SM : Une fois hors du meuble, la disposition de ces pièces dans l’espace peut-elle changer au cours de l’exposition ? C'est un bel exemple de peinture qui sort du tableau pour se déployer dans l'espace. D’ailleurs le titre Éléments de perspective est annonciateur d’éléments dans la troisième dimension puisqu’en « perspective » ; ce serait donc une peinture occupant l’espace réel et non une représentation en perspective.

IF : J’installe d’abord chaque objet dans le mobilier, mais après cette étape je peux aussi laisser intervenir la personne qui a en charge cette œuvre (commissaire, collectionneur, galeriste) car c’est elle qui va décider de l’exposition et du déploiement dans l’espace, en créant des liens entre les objets, de nouveaux récits entre les éléments. Éléments de perspective est une pièce complexe où je définis une composition structurée à l’intérieur du mobilier tout en abandonnant une partie de sa présentation à quelqu’un d’autre dans un second temps. Il y a certaines pièces dans mon travail qui sont liées à la question du laisser-faire. C'est une œuvre en devenir, comme des éléments à combiner à partir d’un contenu prédéterminé. Par exemple, on peut décider de retirer ce qui fait office d’aplat de peinture dans le mobilier pour lui redonner son statut de volume en dehors du mobilier (inopérant lorsqu’il était rangé). Il peut aussi devenir socle si on décide de poser un élément dessus.
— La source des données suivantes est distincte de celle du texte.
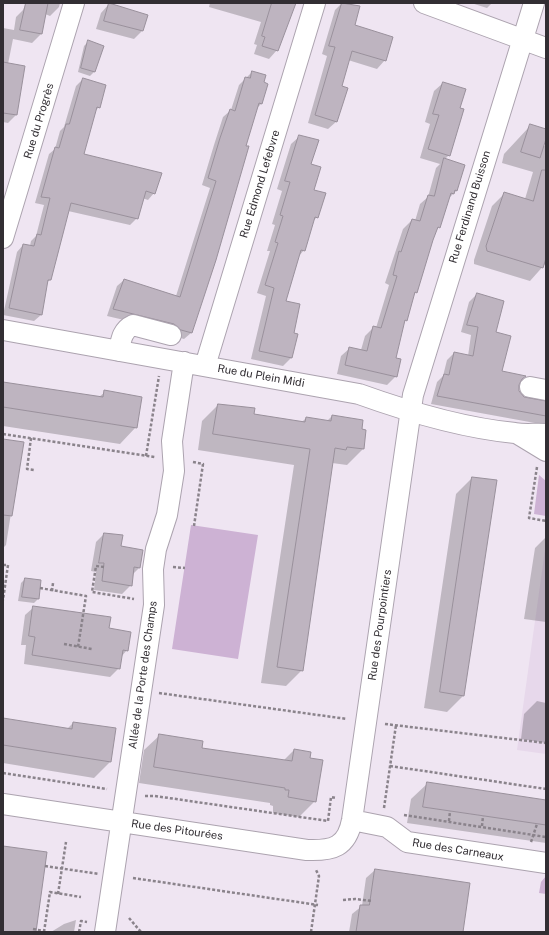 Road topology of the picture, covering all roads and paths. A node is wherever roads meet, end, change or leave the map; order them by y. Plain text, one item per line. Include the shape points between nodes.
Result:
1 (74, 3) edge
2 (315, 3) edge
3 (424, 3) edge
4 (534, 3) edge
5 (522, 39) junction
6 (546, 48) edge
7 (3, 238) edge
8 (3, 330) edge
9 (171, 335) dead end
10 (119, 351) junction
11 (164, 359) junction
12 (184, 362) junction
13 (205, 366) junction
14 (410, 413) junction
15 (3, 434) edge
16 (516, 434) junction
17 (546, 434) edge
18 (31, 438) junction
19 (146, 456) junction
20 (543, 458) edge
21 (182, 461) junction
22 (34, 470) dead end
23 (546, 521) edge
24 (194, 526) dead end
25 (3, 565) edge
26 (167, 566) dead end
27 (104, 567) dead end
28 (184, 568) dead end
29 (53, 583) dead end
30 (40, 588) dead end
31 (52, 590) junction
32 (92, 592) junction
33 (86, 596) junction
34 (3, 600) edge
35 (141, 600) dead end
36 (64, 644) dead end
37 (78, 646) junction
38 (92, 649) dead end
39 (141, 691) junction
40 (366, 722) junction
41 (396, 725) junction
42 (546, 743) edge
43 (390, 766) junction
44 (3, 773) edge
45 (546, 789) edge
46 (126, 796) junction
47 (3, 804) edge
48 (450, 811) dead end
49 (383, 812) dead end
50 (399, 814) dead end
51 (484, 816) dead end
52 (351, 819) junction
53 (449, 821) junction
54 (122, 822) junction
55 (482, 826) junction
56 (546, 837) edge
57 (66, 842) dead end
58 (317, 850) junction
59 (546, 863) edge
60 (45, 866) dead end
61 (99, 874) dead end
62 (135, 879) dead end
63 (142, 880) dead end
64 (134, 886) dead end
65 (58, 894) junction
66 (81, 897) dead end
67 (343, 900) dead end
68 (372, 901) dead end
69 (316, 905) junction
70 (130, 913) dead end
71 (98, 927) edge
72 (34, 929) dead end
73 (44, 931) edge
74 (79, 932) edge
75 (142, 932) edge
76 (310, 932) edge

1 - 7 street, Rue du Progrès
2 - 13 street, Rue Edmond Lefebvre
3 - 5 street
4 - 5 street, Rue Ferdinand Buisson
5 - 6 street
5 - 14 street, Rue Ferdinand Buisson via 413,395
8 - 10 street, Rue du Plein Midi
9 - 10 street via 133,325 122,335
10 - 11 street, Rue du Plein Midi
11 - 12 street, Rue du Plein Midi
11 - 19 path via 158,379
12 - 13 street, Rue du Plein Midi
12 - 21 street, Allée de la Porte des Champs via 172,441
13 - 14 street, Rue du Plein Midi via 359,394
14 - 16 street, Rue du Plein Midi
14 - 40 street, Rue des Pourpointiers
15 - 18 path
16 - 17 street, Rue du Plein Midi
16 - 20 street, Rue du Plein Midi
18 - 19 path
18 - 22 path via 26,469
19 - 21 path
20 - 23 path via 536,468 528,518
21 - 24 path via 203,464
21 - 39 street, Allée de la Porte des Champs via 152,569 154,605
25 - 34 path via 8,566
26 - 28 path
27 - 32 path via 96,566
29 - 31 path
30 - 31 path
31 - 33 path
32 - 33 path
32 - 35 path
33 - 37 path
36 - 37 path
37 - 38 path
39 - 40 path
39 - 46 street, Allée de la Porte des Champs
40 - 41 path
40 - 52 street, Rue des Pourpointiers
41 - 42 path
41 - 43 path
43 - 45 path
43 - 49 path
44 - 46 path via 104,788
46 - 52 path via 155,796 328,821 331,797
46 - 54 street, Allée de la Porte des Champs
47 - 54 street, Rue des Pitourées
48 - 53 path
50 - 53 path
51 - 55 path
52 - 58 street, Rue des Pitourées via 333,848
52 - 59 street, Rue des Carneaux via 387,827 407,842
53 - 55 path
54 - 58 street, Rue des Pitourées
54 - 71 street, Allée de la Porte des Champs
55 - 56 path
57 - 65 path
58 - 69 path via 314,864 319,876
60 - 61 path, bridge
62 - 64 path
63 - 69 path
65 - 66 path
65 - 73 path via 50,892
67 - 68 path
69 - 76 path
70 - 75 path via 129,920
71 - 74 path via 81,921
72 - 73 path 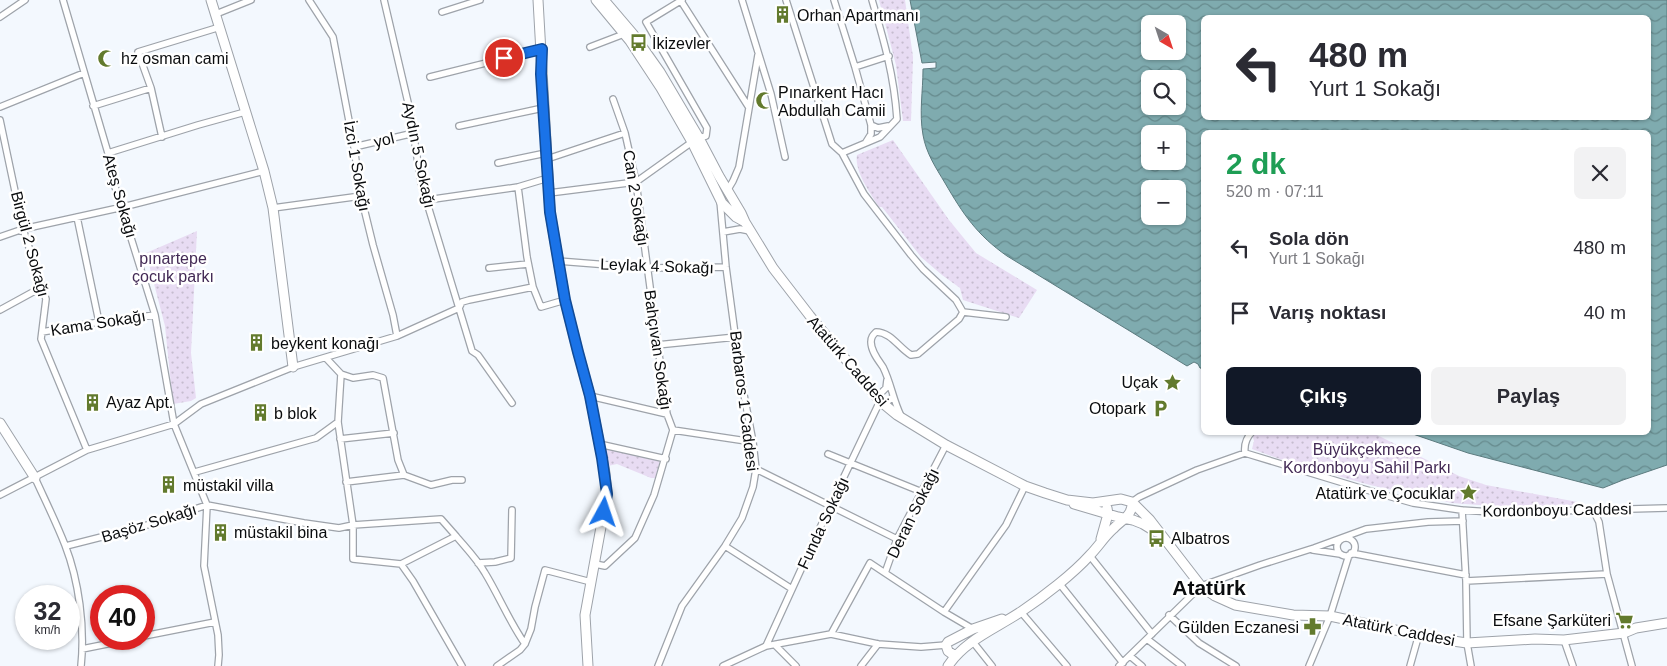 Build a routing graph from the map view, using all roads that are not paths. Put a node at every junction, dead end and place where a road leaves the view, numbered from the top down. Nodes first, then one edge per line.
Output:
1 (25, 0) edge
2 (62, 0) edge
3 (211, 0) edge
4 (251, 0) edge
5 (309, 0) edge
6 (384, 0) edge
7 (480, 0) edge
8 (538, 0) edge
9 (596, 0) edge
10 (604, 0) edge
11 (682, 0) edge
12 (742, 0) edge
13 (786, 0) edge
14 (834, 0) edge
15 (872, 0) edge
16 (442, 12) dead end
17 (216, 14) junction
18 (0, 18) edge
19 (220, 27) junction
20 (624, 34) junction
21 (590, 47) dead end
22 (542, 49) junction
23 (758, 54) junction
24 (889, 56) junction
25 (856, 67) junction
26 (84, 73) junction
27 (430, 76) dead end
28 (151, 88) junction
29 (613, 99) dead end
30 (93, 106) junction
31 (748, 106) junction
32 (0, 107) edge
33 (543, 108) junction
34 (245, 112) junction
35 (0, 120) edge
36 (871, 125) junction
37 (460, 126) dead end
38 (889, 126) junction
39 (414, 133) junction
40 (624, 133) junction
41 (162, 137) junction
42 (695, 140) junction
43 (865, 144) junction
44 (354, 147) junction
45 (108, 153) junction
46 (842, 153) junction
47 (546, 156) junction
48 (785, 157) dead end
49 (498, 163) dead end
50 (264, 171) junction
51 (548, 178) junction
52 (636, 182) junction
53 (518, 187) junction
54 (727, 190) junction
55 (549, 193) junction
56 (361, 196) junction
57 (720, 198) junction
58 (427, 200) junction
59 (123, 207) junction
60 (273, 208) junction
61 (77, 217) junction
62 (745, 222) junction
63 (24, 229) junction
64 (734, 229) junction
65 (750, 231) junction
66 (723, 232) junction
67 (0, 237) edge
68 (558, 261) junction
69 (528, 264) junction
70 (489, 268) dead end
71 (647, 268) junction
72 (726, 268) junction
73 (42, 287) junction
74 (533, 288) junction
75 (565, 300) junction
76 (458, 308) junction
77 (0, 310) edge
78 (963, 312) junction
79 (154, 315) junction
80 (1006, 317) dead end
81 (99, 322) junction
82 (42, 332) junction
83 (397, 336) junction
84 (736, 337) junction
85 (657, 345) junction
86 (326, 358) junction
87 (293, 367) junction
88 (341, 374) junction
89 (887, 378) junction
90 (590, 396) junction
91 (893, 397) junction
92 (879, 399) junction
93 (512, 403) dead end
94 (667, 414) junction
95 (903, 419) junction
96 (338, 422) junction
97 (0, 423) edge
98 (174, 424) junction
99 (673, 430) junction
100 (394, 433) junction
101 (1250, 435) edge
102 (340, 439) junction
103 (753, 442) junction
104 (599, 444) junction
105 (946, 445) junction
106 (87, 450) junction
107 (1246, 453) junction
108 (828, 454) dead end
109 (666, 459) junction
110 (850, 464) junction
111 (756, 469) junction
112 (195, 472) junction
113 (404, 476) junction
114 (35, 478) junction
115 (462, 480) dead end
116 (346, 482) junction
117 (1025, 486) junction
118 (922, 492) junction
119 (0, 495) edge
120 (1067, 500) junction
121 (1114, 500) junction
122 (1132, 502) junction
123 (207, 505) junction
124 (830, 506) junction
125 (1667, 508) edge
126 (512, 510) dead end
127 (1462, 510) junction
128 (1108, 514) junction
129 (1126, 519) junction
130 (1598, 519) dead end
131 (1463, 521) junction
132 (353, 526) junction
133 (1160, 535) junction
134 (456, 536) junction
135 (1344, 538) junction
136 (897, 539) junction
137 (1099, 544) junction
138 (66, 546) junction
139 (725, 546) junction
140 (1311, 550) junction
141 (1340, 554) junction
142 (1350, 554) junction
143 (1090, 556) junction
144 (478, 563) junction
145 (401, 564) junction
146 (595, 564) junction
147 (885, 573) junction
148 (1607, 574) junction
149 (1466, 578) junction
150 (591, 582) junction
151 (1059, 583) junction
152 (1201, 586) junction
153 (792, 589) junction
154 (944, 612) junction
155 (1021, 612) junction
156 (1169, 615) junction
157 (1330, 616) junction
158 (215, 622) junction
159 (1667, 624) edge
160 (973, 629) junction
161 (1624, 633) junction
162 (155, 634) edge
163 (831, 634) junction
164 (1152, 634) junction
165 (1419, 634) junction
166 (957, 637) junction
167 (1147, 639) junction
168 (1564, 640) junction
169 (972, 643) junction
170 (525, 644) junction
171 (878, 644) junction
172 (1467, 644) junction
173 (775, 645) junction
174 (946, 645) junction
175 (766, 646) junction
176 (90, 647) edge
177 (82, 649) junction
178 (955, 656) junction
179 (1130, 656) junction
180 (1121, 664) edge
181 (725, 665) edge
182 (81, 666) edge
183 (218, 666) edge
184 (462, 666) edge
185 (497, 666) edge
186 (588, 666) edge
187 (658, 666) edge
188 (796, 666) edge
189 (861, 666) edge
190 (948, 666) edge
191 (992, 666) edge
192 (1066, 666) edge
193 (1142, 666) edge
194 (1182, 666) edge
195 (1236, 666) edge
196 (1309, 666) edge
197 (1410, 666) edge
198 (1471, 666) edge
199 (1573, 666) edge
200 (1632, 666) edge

1 - 18 street
2 - 26 street, Ateş Sokağı
3 - 17 main road
4 - 17 street
5 - 44 street, İzci 1 Sokağı
6 - 39 street, Aydın 5 Sokağı
7 - 16 street
8 - 22 main road
9 - 20 main road
10 - 42 main road
11 - 31 street
11 - 42 street
12 - 23 street
13 - 46 street
14 - 25 street
15 - 24 street
17 - 19 main road
19 - 28 street
19 - 34 main road
20 - 21 street
20 - 42 main road
22 - 27 street
22 - 33 main road
23 - 31 street
23 - 48 street
24 - 25 street
24 - 38 street
25 - 36 street
26 - 30 street, Ateş Sokağı
26 - 32 street
28 - 30 street
28 - 41 street
29 - 40 street, Can 2 Sokağı
30 - 45 street, Ateş Sokağı
31 - 54 street
33 - 37 street
33 - 47 main road
34 - 41 street
34 - 50 main road
35 - 63 street, Birgül 2 Sokağı
36 - 38 street
36 - 43 street
38 - 43 street
39 - 44 street, yol
39 - 58 street, Aydın 5 Sokağı
40 - 47 street
40 - 52 street, Can 2 Sokağı
41 - 45 street
42 - 52 street
42 - 54 main road
42 - 57 main road
43 - 46 street
44 - 56 street, İzci 1 Sokağı
45 - 59 street, Ateş Sokağı
46 - 78 street
47 - 49 street
47 - 51 main road
50 - 59 street
50 - 60 main road
51 - 53 street
51 - 55 main road
52 - 55 street
52 - 71 street, Can 2 Sokağı
53 - 58 street
53 - 69 street
54 - 57 main road
54 - 62 main road, Atatürk Caddesi
55 - 68 main road
56 - 60 street
56 - 83 street, İzci 1 Sokağı
57 - 62 main road
57 - 66 street, Barbaros 1 Caddesi
58 - 76 street, Aydın 5 Sokağı
59 - 61 street
59 - 79 street, Ateş Sokağı
60 - 87 main road
61 - 63 street
61 - 81 street
62 - 64 street
62 - 65 main road, Atatürk Caddesi
63 - 67 street
63 - 73 street, Birgül 2 Sokağı
64 - 65 street
64 - 66 street
65 - 92 main road, Atatürk Caddesi
66 - 72 street, Barbaros 1 Caddesi
68 - 71 street, Leylak 4 Sokağı
68 - 75 main road
69 - 70 street
69 - 74 street
71 - 72 street, Leylak 4 Sokağı
71 - 85 street, Bahçıvan Sokağı
72 - 84 street, Barbaros 1 Caddesi
73 - 77 street
73 - 82 street, Birgül 2 Sokağı
74 - 75 street
74 - 76 street
75 - 90 main road
76 - 83 street
76 - 93 street, Aydın 5 Sokağı
78 - 80 street
78 - 89 street
79 - 81 street, Kama Sokağı
79 - 98 street, Ateş Sokağı
81 - 82 street, Kama Sokağı
82 - 106 street, Birgül 2 Sokağı
83 - 86 street
84 - 85 street
84 - 103 street, Barbaros 1 Caddesi
85 - 94 street, Bahçıvan Sokağı
86 - 87 street
86 - 88 street
87 - 98 street
88 - 96 street
88 - 100 street
89 - 91 street
89 - 92 street, Funda Sokağı
90 - 94 street
90 - 104 main road
91 - 92 street
91 - 95 street
92 - 95 main road, Atatürk Caddesi
92 - 110 street, Funda Sokağı
94 - 99 street, Bahçıvan Sokağı
95 - 105 main road, Atatürk Caddesi
96 - 102 street
96 - 112 street
97 - 114 main road
98 - 106 street
98 - 112 street, Ateş Sokağı
99 - 103 street
99 - 109 street
100 - 102 street
100 - 113 street
101 - 107 street
102 - 116 street
103 - 111 street, Barbaros 1 Caddesi
104 - 109 street
104 - 146 main road
105 - 117 main road, Atatürk Caddesi
105 - 118 street, Deran Sokağı
106 - 114 street
107 - 122 street
107 - 127 street, Kordonboyu Caddesi
108 - 110 street
109 - 146 street
110 - 118 street
110 - 124 street, Funda Sokağı
111 - 124 street
111 - 139 street, Barbaros 1 Caddesi
112 - 123 street, Ateş Sokağı
113 - 115 street
113 - 116 street
114 - 119 street
114 - 138 street
116 - 132 street
117 - 120 main road, Atatürk Caddesi
117 - 154 street
118 - 136 street, Deran Sokağı
120 - 121 main road
120 - 128 main road
121 - 122 main road
121 - 128 main road
122 - 129 main road
122 - 133 main road, Atatürk Caddesi
123 - 132 street, Başöz Sokağı
123 - 138 street, Başöz Sokağı
123 - 158 street
124 - 136 street
124 - 153 street, Funda Sokağı
125 - 127 street, Kordonboyu Caddesi
126 - 144 street
127 - 131 street
128 - 129 main road
128 - 137 main road
129 - 133 main road
129 - 137 main road
130 - 148 street
131 - 135 street
131 - 149 street
132 - 134 street, Başöz Sokağı
132 - 145 street
133 - 152 main road, Atatürk Caddesi
134 - 144 street
134 - 145 street
135 - 140 street
135 - 141 street
135 - 142 street
136 - 147 street, Deran Sokağı
137 - 143 main road
138 - 177 street
139 - 153 street
139 - 187 street, Barbaros 1 Caddesi
140 - 141 street
140 - 152 street
141 - 142 street
142 - 149 street
142 - 157 street
143 - 151 main road
143 - 164 street
144 - 170 street
145 - 184 street
146 - 150 main road
147 - 154 street
147 - 163 street, Deran Sokağı
148 - 149 street
148 - 161 street
149 - 172 street
150 - 170 street
150 - 186 main road
151 - 155 main road
151 - 180 street
152 - 156 street
152 - 157 main road, Atatürk Caddesi
153 - 175 street, Funda Sokağı
154 - 160 street
155 - 160 main road
155 - 169 main road
155 - 192 street
156 - 164 street
156 - 195 street
157 - 165 main road, Atatürk Caddesi
157 - 196 street
158 - 162 street
158 - 183 street
159 - 161 main road, Atatürk Caddesi
160 - 166 main road
160 - 169 main road
161 - 168 main road, Atatürk Caddesi
161 - 200 street
163 - 171 street
163 - 173 street
164 - 167 street
165 - 172 main road, Atatürk Caddesi
165 - 197 street
166 - 169 main road
166 - 174 main road
167 - 179 street
167 - 194 street
168 - 172 main road, Atatürk Caddesi
168 - 199 street
169 - 178 main road
169 - 191 street
170 - 185 street
171 - 174 street
171 - 189 street
172 - 198 street
173 - 175 street
173 - 188 street
174 - 178 main road
175 - 181 street
176 - 177 street
177 - 182 street
178 - 190 main road
179 - 180 street
179 - 193 street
À ce moment-là les couleurs passent d’une peinture, dont on ne percevait que la surface dans le mobilier, à ce que j’appelle une unité de peinture, un volume recouvert de couleur.

Lorsque je sélectionne et mets en dialogue les objets sur une étagère, je pense au moment où ils en seront retirés par moi ou quelqu'un d'autre. La composition finit par ne plus m’appartenir. Je la donne au hasard. Chaque geste arrive avec un geste contraire : ranger les objets pour mieux les ressortir. A l’origine de la pièce - et c’est aussi de là qu’elle tient son nom - il y a un traité du 18e siècle destiné aux jeunes peintres de Pierre-Henri de Valenciennes, Élémens de perspective pratique à l’usage des artistes, suivis de réflexions et conseils (1799). Il y donne des éléments de composition pour l’étude du paysage dans le but de le fabriquer artificiellement. Les questions du hasard et de la combinatoire font leur apparition dans ces types de traités. Leurs méthodes d’invention sont parfois très éloignés de l’expérience sensible de la nature. C’est la question de l’inventio de l’artiste qui se détache de l’imitation. Comme dans ce traité, mes éléments de perspective permettent l’agencement d’éléments naturels et d’éléments de construction. La composition est faite sur un mode empirique et sensible. Ces idées reprennent d’ailleurs les unités picturales identifiées dans d’autres travaux comme SpacioCorès : des champs de couleurs, des matériaux plus ou moins denses, les distances entre les formes, la question du point de vue, si chers à la sculpture.